** Aim of the task **
Retype each entry exactly.

** Input records **

◇ ◇ ◇

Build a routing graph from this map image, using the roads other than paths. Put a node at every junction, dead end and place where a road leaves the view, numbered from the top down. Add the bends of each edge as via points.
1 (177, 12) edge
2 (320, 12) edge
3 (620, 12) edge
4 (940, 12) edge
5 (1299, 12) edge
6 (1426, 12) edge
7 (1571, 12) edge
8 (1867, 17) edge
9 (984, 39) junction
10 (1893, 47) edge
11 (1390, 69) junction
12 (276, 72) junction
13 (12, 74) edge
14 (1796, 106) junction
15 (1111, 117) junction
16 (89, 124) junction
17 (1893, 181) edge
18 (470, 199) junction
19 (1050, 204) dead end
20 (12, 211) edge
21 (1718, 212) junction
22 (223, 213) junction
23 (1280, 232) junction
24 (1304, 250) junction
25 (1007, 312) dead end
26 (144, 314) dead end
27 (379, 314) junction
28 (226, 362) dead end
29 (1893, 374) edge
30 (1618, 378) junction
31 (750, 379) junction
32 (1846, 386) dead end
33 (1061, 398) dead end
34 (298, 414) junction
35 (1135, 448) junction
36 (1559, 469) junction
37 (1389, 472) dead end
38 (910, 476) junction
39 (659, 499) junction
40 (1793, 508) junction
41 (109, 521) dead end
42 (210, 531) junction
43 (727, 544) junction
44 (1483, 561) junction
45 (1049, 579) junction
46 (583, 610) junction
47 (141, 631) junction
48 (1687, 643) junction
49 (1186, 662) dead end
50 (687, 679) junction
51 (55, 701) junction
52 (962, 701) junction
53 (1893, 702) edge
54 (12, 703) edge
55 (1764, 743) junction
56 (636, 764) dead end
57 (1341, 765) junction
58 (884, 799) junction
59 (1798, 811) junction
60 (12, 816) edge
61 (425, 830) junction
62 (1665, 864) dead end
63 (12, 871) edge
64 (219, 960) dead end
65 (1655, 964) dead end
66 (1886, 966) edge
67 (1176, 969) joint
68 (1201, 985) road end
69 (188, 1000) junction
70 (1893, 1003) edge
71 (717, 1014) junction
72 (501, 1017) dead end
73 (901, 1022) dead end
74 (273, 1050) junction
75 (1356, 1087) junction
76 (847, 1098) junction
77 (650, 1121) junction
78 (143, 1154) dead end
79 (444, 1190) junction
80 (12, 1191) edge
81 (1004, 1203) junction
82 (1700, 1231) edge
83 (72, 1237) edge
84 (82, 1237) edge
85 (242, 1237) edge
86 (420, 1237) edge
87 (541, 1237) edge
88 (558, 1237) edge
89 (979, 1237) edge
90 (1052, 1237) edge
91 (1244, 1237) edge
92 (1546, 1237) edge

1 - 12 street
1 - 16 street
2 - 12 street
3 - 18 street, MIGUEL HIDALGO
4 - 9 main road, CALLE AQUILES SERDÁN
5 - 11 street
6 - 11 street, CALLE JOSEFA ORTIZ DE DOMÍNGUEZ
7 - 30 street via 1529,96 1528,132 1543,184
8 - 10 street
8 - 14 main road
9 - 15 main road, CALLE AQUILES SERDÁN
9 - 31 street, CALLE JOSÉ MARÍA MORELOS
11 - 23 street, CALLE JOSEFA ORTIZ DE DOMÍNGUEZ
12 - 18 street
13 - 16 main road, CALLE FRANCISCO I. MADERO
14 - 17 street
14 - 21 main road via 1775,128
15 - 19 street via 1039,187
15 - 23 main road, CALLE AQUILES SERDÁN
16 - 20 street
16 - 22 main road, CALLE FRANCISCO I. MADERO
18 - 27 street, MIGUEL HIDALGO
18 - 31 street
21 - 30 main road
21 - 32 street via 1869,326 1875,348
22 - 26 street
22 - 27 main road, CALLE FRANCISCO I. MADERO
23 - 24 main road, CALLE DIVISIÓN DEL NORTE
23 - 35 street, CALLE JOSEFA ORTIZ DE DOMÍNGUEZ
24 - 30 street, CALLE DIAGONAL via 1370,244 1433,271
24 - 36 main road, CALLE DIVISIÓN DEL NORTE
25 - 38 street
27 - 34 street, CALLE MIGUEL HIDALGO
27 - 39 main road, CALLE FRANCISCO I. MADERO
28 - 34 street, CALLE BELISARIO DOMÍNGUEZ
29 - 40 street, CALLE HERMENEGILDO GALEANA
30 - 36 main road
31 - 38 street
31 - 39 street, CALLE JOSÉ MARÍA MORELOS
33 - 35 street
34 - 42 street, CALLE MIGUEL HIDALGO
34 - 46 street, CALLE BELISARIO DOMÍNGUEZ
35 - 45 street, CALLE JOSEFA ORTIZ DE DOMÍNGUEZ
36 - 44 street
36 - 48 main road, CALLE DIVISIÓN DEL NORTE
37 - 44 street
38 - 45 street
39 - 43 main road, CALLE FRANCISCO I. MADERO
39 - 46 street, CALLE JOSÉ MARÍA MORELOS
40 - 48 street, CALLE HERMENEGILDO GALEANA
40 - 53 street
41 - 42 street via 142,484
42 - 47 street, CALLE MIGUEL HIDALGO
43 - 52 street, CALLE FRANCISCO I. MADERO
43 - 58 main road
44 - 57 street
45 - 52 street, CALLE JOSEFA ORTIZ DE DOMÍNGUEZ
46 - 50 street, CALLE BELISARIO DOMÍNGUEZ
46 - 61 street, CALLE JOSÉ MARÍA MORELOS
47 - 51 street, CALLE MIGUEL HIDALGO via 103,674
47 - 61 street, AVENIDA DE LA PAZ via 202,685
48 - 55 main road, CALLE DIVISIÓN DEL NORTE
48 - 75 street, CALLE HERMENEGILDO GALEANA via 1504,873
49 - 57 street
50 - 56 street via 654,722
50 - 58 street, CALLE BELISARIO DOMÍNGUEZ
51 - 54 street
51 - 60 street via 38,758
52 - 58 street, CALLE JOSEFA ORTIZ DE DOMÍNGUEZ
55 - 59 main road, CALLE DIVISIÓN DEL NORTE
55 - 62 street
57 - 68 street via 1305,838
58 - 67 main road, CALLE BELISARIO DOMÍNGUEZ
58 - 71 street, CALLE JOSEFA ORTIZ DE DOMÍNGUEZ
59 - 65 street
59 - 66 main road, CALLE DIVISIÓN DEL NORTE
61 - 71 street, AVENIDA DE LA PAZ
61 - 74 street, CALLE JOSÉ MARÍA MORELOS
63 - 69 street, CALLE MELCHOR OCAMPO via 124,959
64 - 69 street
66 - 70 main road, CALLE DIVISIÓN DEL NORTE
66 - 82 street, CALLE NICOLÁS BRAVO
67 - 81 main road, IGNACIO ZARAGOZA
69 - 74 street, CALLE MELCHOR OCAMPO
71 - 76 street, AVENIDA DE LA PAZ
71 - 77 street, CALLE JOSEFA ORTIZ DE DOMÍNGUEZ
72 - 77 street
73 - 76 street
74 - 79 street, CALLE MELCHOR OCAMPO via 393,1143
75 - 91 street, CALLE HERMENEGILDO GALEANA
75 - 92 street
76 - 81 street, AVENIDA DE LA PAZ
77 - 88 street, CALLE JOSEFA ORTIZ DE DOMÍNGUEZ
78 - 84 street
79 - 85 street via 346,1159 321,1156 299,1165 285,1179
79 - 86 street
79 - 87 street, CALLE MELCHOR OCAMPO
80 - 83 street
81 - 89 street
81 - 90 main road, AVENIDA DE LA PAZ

◇ ◇ ◇

** Solved problem **
Build a routing graph from this map image, using the roads other than paths. Put a node at every junction, dead end and place where a road leaves the view, numbered from the top down. Add the bends of each edge as via points.
1 (177, 12) edge
2 (320, 12) edge
3 (620, 12) edge
4 (940, 12) edge
5 (1299, 12) edge
6 (1426, 12) edge
7 (1571, 12) edge
8 (1867, 17) edge
9 (984, 39) junction
10 (1893, 47) edge
11 (1390, 69) junction
12 (276, 72) junction
13 (12, 74) edge
14 (1796, 106) junction
15 (1111, 117) junction
16 (89, 124) junction
17 (1893, 181) edge
18 (470, 199) junction
19 (1050, 204) dead end
20 (12, 211) edge
21 (1718, 212) junction
22 (223, 213) junction
23 (1280, 232) junction
24 (1304, 250) junction
25 (1007, 312) dead end
26 (144, 314) dead end
27 (379, 314) junction
28 (226, 362) dead end
29 (1893, 374) edge
30 (1618, 378) junction
31 (750, 379) junction
32 (1846, 386) dead end
33 (1061, 398) dead end
34 (298, 414) junction
35 (1135, 448) junction
36 (1559, 469) junction
37 (1389, 472) dead end
38 (910, 476) junction
39 (659, 499) junction
40 (1793, 508) junction
41 (109, 521) dead end
42 (210, 531) junction
43 (727, 544) junction
44 (1483, 561) junction
45 (1049, 579) junction
46 (583, 610) junction
47 (141, 631) junction
48 (1687, 643) junction
49 (1186, 662) dead end
50 (687, 679) junction
51 (55, 701) junction
52 (962, 701) junction
53 (1893, 702) edge
54 (12, 703) edge
55 (1764, 743) junction
56 (636, 764) dead end
57 (1341, 765) junction
58 (884, 799) junction
59 (1798, 811) junction
60 (12, 816) edge
61 (425, 830) junction
62 (1665, 864) dead end
63 (12, 871) edge
64 (219, 960) dead end
65 (1655, 964) dead end
66 (1886, 966) edge
67 (1176, 969) joint
68 (1201, 985) road end
69 (188, 1000) junction
70 (1893, 1003) edge
71 (717, 1014) junction
72 (501, 1017) dead end
73 (901, 1022) dead end
74 (273, 1050) junction
75 (1356, 1087) junction
76 (847, 1098) junction
77 (650, 1121) junction
78 (143, 1154) dead end
79 (444, 1190) junction
80 (12, 1191) edge
81 (1004, 1203) junction
82 (1700, 1231) edge
83 (72, 1237) edge
84 (82, 1237) edge
85 (242, 1237) edge
86 (420, 1237) edge
87 (541, 1237) edge
88 (558, 1237) edge
89 (979, 1237) edge
90 (1052, 1237) edge
91 (1244, 1237) edge
92 (1546, 1237) edge

1 - 12 street
1 - 16 street
2 - 12 street
3 - 18 street, MIGUEL HIDALGO
4 - 9 main road, CALLE AQUILES SERDÁN
5 - 11 street
6 - 11 street, CALLE JOSEFA ORTIZ DE DOMÍNGUEZ
7 - 30 street via 1529,96 1528,132 1543,184
8 - 10 street
8 - 14 main road
9 - 15 main road, CALLE AQUILES SERDÁN
9 - 31 street, CALLE JOSÉ MARÍA MORELOS
11 - 23 street, CALLE JOSEFA ORTIZ DE DOMÍNGUEZ
12 - 18 street
13 - 16 main road, CALLE FRANCISCO I. MADERO
14 - 17 street
14 - 21 main road via 1775,128
15 - 19 street via 1039,187
15 - 23 main road, CALLE AQUILES SERDÁN
16 - 20 street
16 - 22 main road, CALLE FRANCISCO I. MADERO
18 - 27 street, MIGUEL HIDALGO
18 - 31 street
21 - 30 main road
21 - 32 street via 1869,326 1875,348
22 - 26 street
22 - 27 main road, CALLE FRANCISCO I. MADERO
23 - 24 main road, CALLE DIVISIÓN DEL NORTE
23 - 35 street, CALLE JOSEFA ORTIZ DE DOMÍNGUEZ
24 - 30 street, CALLE DIAGONAL via 1370,244 1433,271
24 - 36 main road, CALLE DIVISIÓN DEL NORTE
25 - 38 street
27 - 34 street, CALLE MIGUEL HIDALGO
27 - 39 main road, CALLE FRANCISCO I. MADERO
28 - 34 street, CALLE BELISARIO DOMÍNGUEZ
29 - 40 street, CALLE HERMENEGILDO GALEANA
30 - 36 main road
31 - 38 street
31 - 39 street, CALLE JOSÉ MARÍA MORELOS
33 - 35 street
34 - 42 street, CALLE MIGUEL HIDALGO
34 - 46 street, CALLE BELISARIO DOMÍNGUEZ
35 - 45 street, CALLE JOSEFA ORTIZ DE DOMÍNGUEZ
36 - 44 street
36 - 48 main road, CALLE DIVISIÓN DEL NORTE
37 - 44 street
38 - 45 street
39 - 43 main road, CALLE FRANCISCO I. MADERO
39 - 46 street, CALLE JOSÉ MARÍA MORELOS
40 - 48 street, CALLE HERMENEGILDO GALEANA
40 - 53 street
41 - 42 street via 142,484
42 - 47 street, CALLE MIGUEL HIDALGO
43 - 52 street, CALLE FRANCISCO I. MADERO
43 - 58 main road
44 - 57 street
45 - 52 street, CALLE JOSEFA ORTIZ DE DOMÍNGUEZ
46 - 50 street, CALLE BELISARIO DOMÍNGUEZ
46 - 61 street, CALLE JOSÉ MARÍA MORELOS
47 - 51 street, CALLE MIGUEL HIDALGO via 103,674
47 - 61 street, AVENIDA DE LA PAZ via 202,685
48 - 55 main road, CALLE DIVISIÓN DEL NORTE
48 - 75 street, CALLE HERMENEGILDO GALEANA via 1504,873
49 - 57 street
50 - 56 street via 654,722
50 - 58 street, CALLE BELISARIO DOMÍNGUEZ
51 - 54 street
51 - 60 street via 38,758
52 - 58 street, CALLE JOSEFA ORTIZ DE DOMÍNGUEZ
55 - 59 main road, CALLE DIVISIÓN DEL NORTE
55 - 62 street
57 - 68 street via 1305,838
58 - 67 main road, CALLE BELISARIO DOMÍNGUEZ
58 - 71 street, CALLE JOSEFA ORTIZ DE DOMÍNGUEZ
59 - 65 street
59 - 66 main road, CALLE DIVISIÓN DEL NORTE
61 - 71 street, AVENIDA DE LA PAZ
61 - 74 street, CALLE JOSÉ MARÍA MORELOS
63 - 69 street, CALLE MELCHOR OCAMPO via 124,959
64 - 69 street
66 - 70 main road, CALLE DIVISIÓN DEL NORTE
66 - 82 street, CALLE NICOLÁS BRAVO
67 - 81 main road, IGNACIO ZARAGOZA
69 - 74 street, CALLE MELCHOR OCAMPO
71 - 76 street, AVENIDA DE LA PAZ
71 - 77 street, CALLE JOSEFA ORTIZ DE DOMÍNGUEZ
72 - 77 street
73 - 76 street
74 - 79 street, CALLE MELCHOR OCAMPO via 393,1143
75 - 91 street, CALLE HERMENEGILDO GALEANA
75 - 92 street
76 - 81 street, AVENIDA DE LA PAZ
77 - 88 street, CALLE JOSEFA ORTIZ DE DOMÍNGUEZ
78 - 84 street
79 - 85 street via 346,1159 321,1156 299,1165 285,1179
79 - 86 street
79 - 87 street, CALLE MELCHOR OCAMPO
80 - 83 street
81 - 89 street
81 - 90 main road, AVENIDA DE LA PAZ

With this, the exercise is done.